Sloshed as we are… a group of professional investors prepares for a day of hard work on Wall Street. The tedium of a market that goes up a little bit every day, day in day out, is taking its toll.
Interestingly, the DJIA has fully participated in the blow-off this time, contrary to what happened at the end of the 1990s bull market and the first echo boom that ended in 2007. On the monthly chart the venerable Dow Industrials Average now sports on RSI of roughly 90, which is really quite rare.
The “slightly overbought” DJIA sports an RSI of 89.59 on its monthly chart in the wake of the blow-off move over the past year.
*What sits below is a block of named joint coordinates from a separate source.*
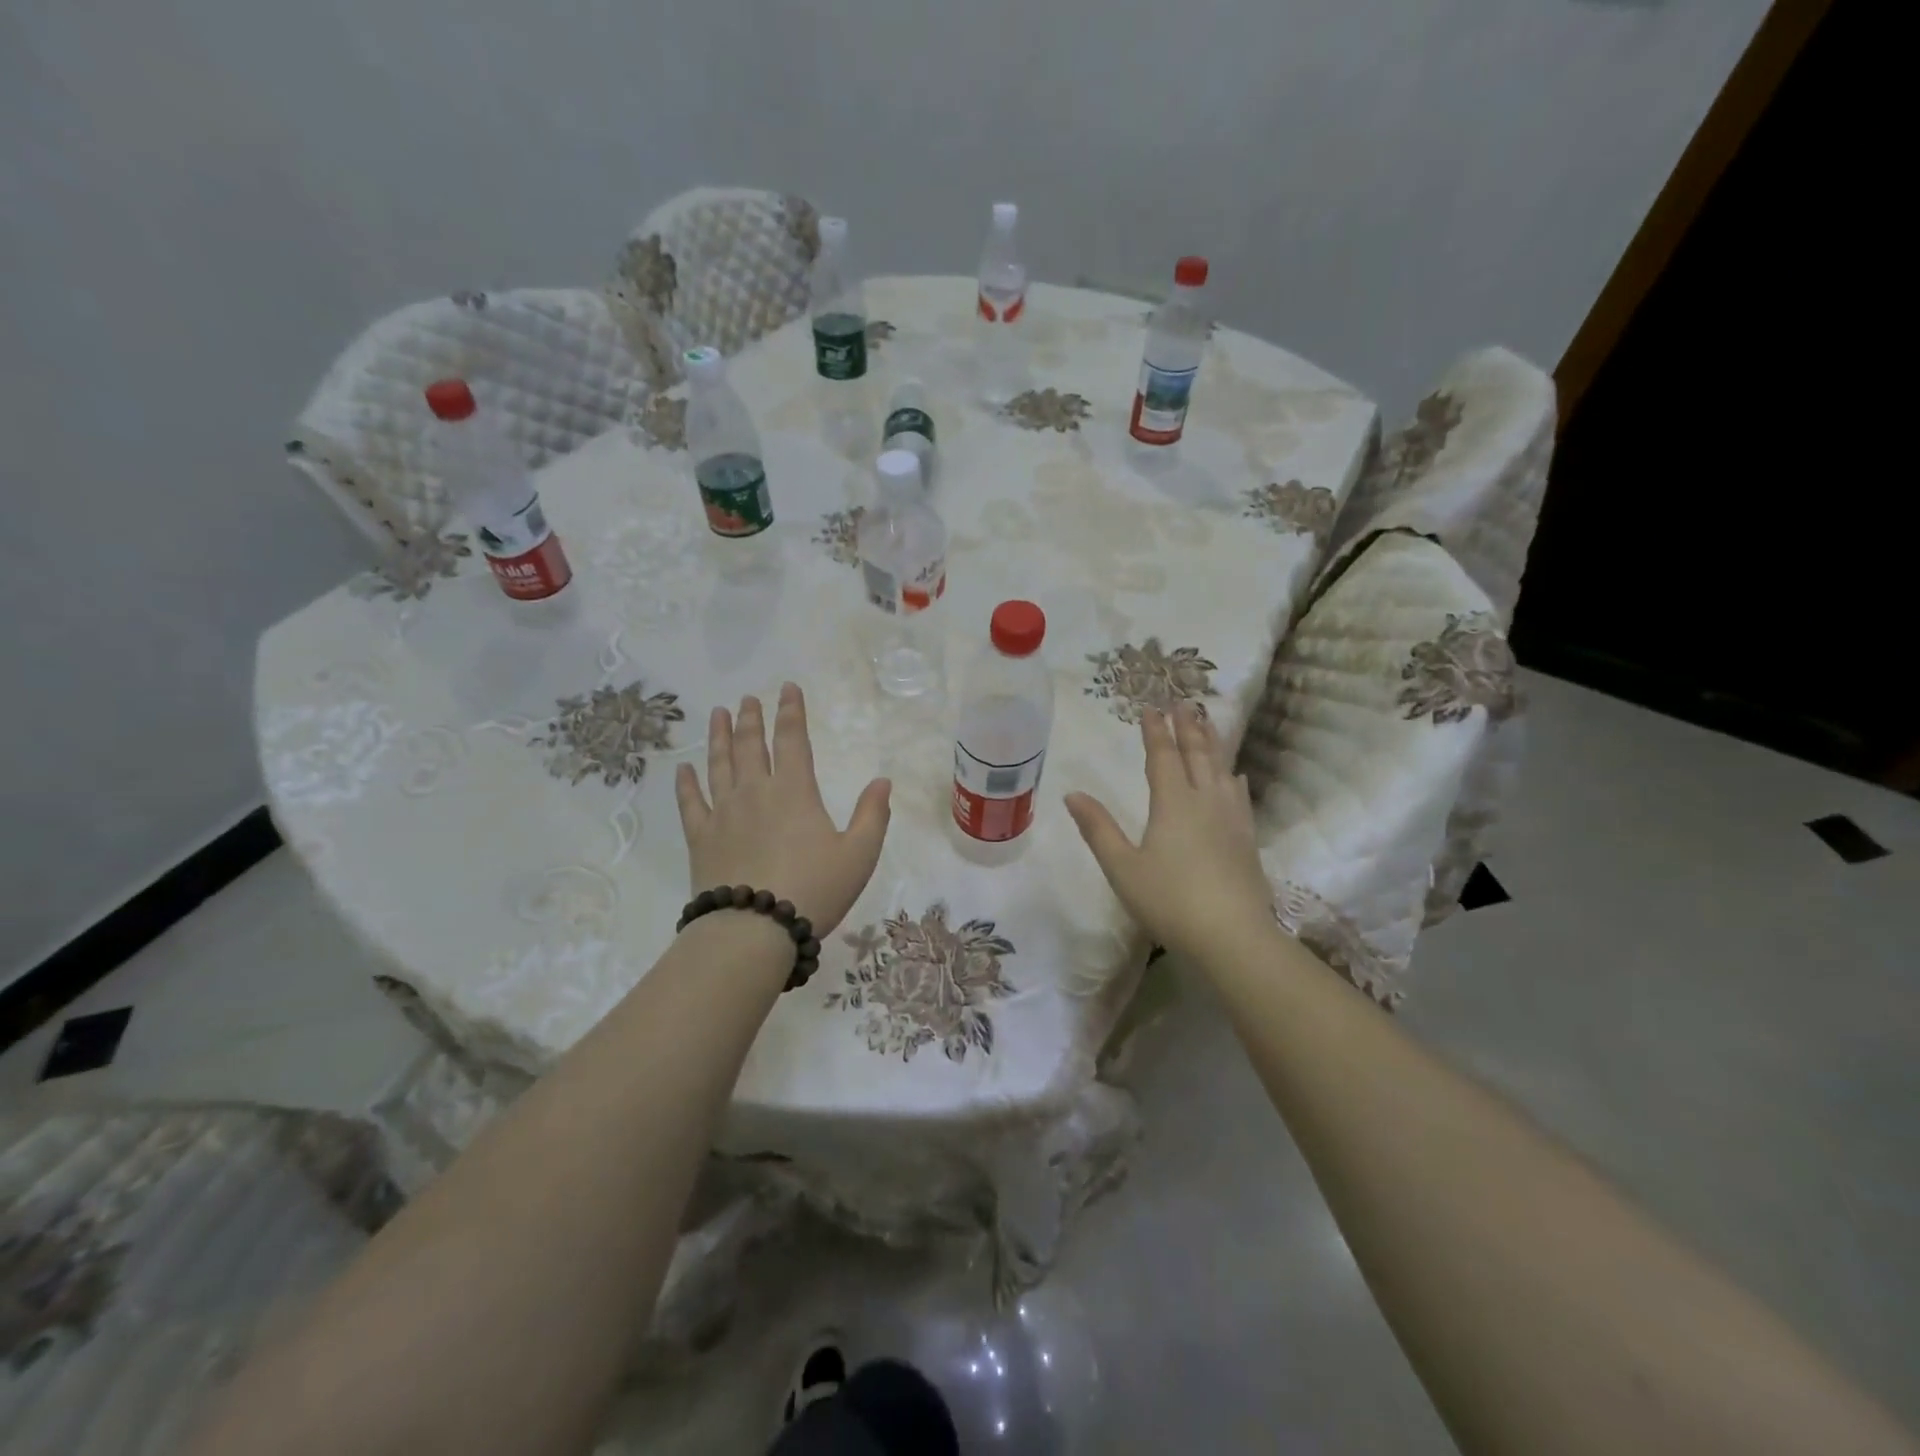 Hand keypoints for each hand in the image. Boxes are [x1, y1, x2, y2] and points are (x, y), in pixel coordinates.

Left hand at [674, 683, 891, 938]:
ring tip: (719, 715)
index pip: (793, 740)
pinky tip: (684, 768)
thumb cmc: (814, 890)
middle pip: (752, 746)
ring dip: (720, 737)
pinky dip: (686, 783)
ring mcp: (723, 813)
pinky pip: (691, 802)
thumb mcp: (859, 855)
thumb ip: (872, 815)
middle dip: (752, 719)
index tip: (787, 688)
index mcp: (795, 792)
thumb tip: (882, 781)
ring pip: (719, 765)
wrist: (754, 929)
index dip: (791, 711)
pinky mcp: (701, 838)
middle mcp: (756, 792)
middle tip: (748, 698)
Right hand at [1064, 703, 1273, 961]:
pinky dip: (1233, 777)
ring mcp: (1231, 818)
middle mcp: (1205, 801)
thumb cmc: (1169, 901)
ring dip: (1212, 743)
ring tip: (1208, 723)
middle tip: (1183, 702)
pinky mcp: (1247, 838)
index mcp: (1173, 803)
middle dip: (1188, 726)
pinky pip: (1239, 795)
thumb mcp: (1122, 867)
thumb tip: (1072, 794)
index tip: (1151, 708)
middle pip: (1197, 754)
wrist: (1232, 936)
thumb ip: (1098, 829)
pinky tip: (1235, 776)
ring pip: (1221, 769)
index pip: (1163, 756)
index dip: (1156, 731) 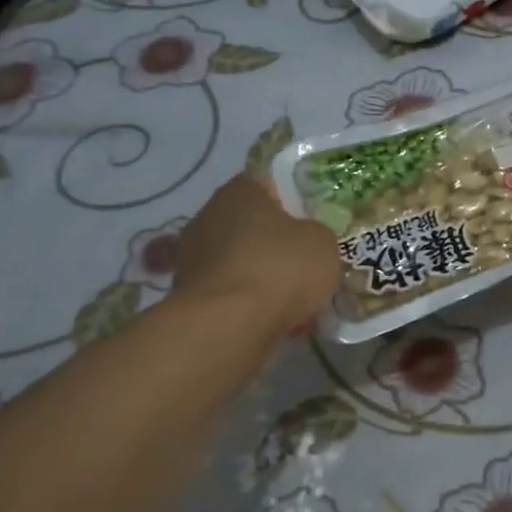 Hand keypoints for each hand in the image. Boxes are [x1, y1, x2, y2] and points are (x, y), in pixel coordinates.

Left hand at [166, 175, 339, 334]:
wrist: (229, 327)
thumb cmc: (280, 268)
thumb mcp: (323, 242)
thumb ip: (317, 234)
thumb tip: (307, 240)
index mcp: (239, 191)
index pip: (268, 184)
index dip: (294, 201)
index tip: (313, 221)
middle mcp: (208, 216)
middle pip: (250, 224)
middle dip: (275, 242)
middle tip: (305, 260)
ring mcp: (192, 257)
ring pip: (239, 261)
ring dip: (261, 275)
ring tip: (293, 298)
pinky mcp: (187, 296)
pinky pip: (229, 293)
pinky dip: (247, 303)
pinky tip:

If you think this looks like the exact opposite of what we have seen at the lows in 2009, you are entirely correct – it is indeed the opposite in every conceivable respect. In 2009 the news were uniformly bad; nowadays, we are flooded with good news on the economy and corporate earnings. In 2009 stocks were cheap – if not really historically cheap – now they are in many ways at their most expensive in history, particularly if one considers the median stock rather than just the capitalization-weighted indexes.
Singing From the Same Hymn Sheet
We recall that the reading of the Daily Sentiment Index of S&P futures traders stood at just 3% bulls on the day of the March 2009 low. Looking at sentiment data today, there are probably 3% bears left. What prompted us to take a closer look at the data was an article at Marketwatch about the positioning of Ameritrade customers – in other words, self-directed retail investors. The article is ominously entitled “Retail investor exposure to stock market is at an all-time high”. An all time high? Isn’t this supposed to be the “most hated” bull market ever? That hasn’t been true for quite a while actually. Ameritrade helpfully provided a chart of its “Investor Movement Index” (IM Index), which measures the aggregate stock market exposure of its clients.
At the height of the Fed’s QE3 operation in 2014, retail investors were almost “pessimistic” compared to today. The Ameritrade IM Index is currently above 8, but it already established a new record high when it crossed 7.0 for the first time last summer.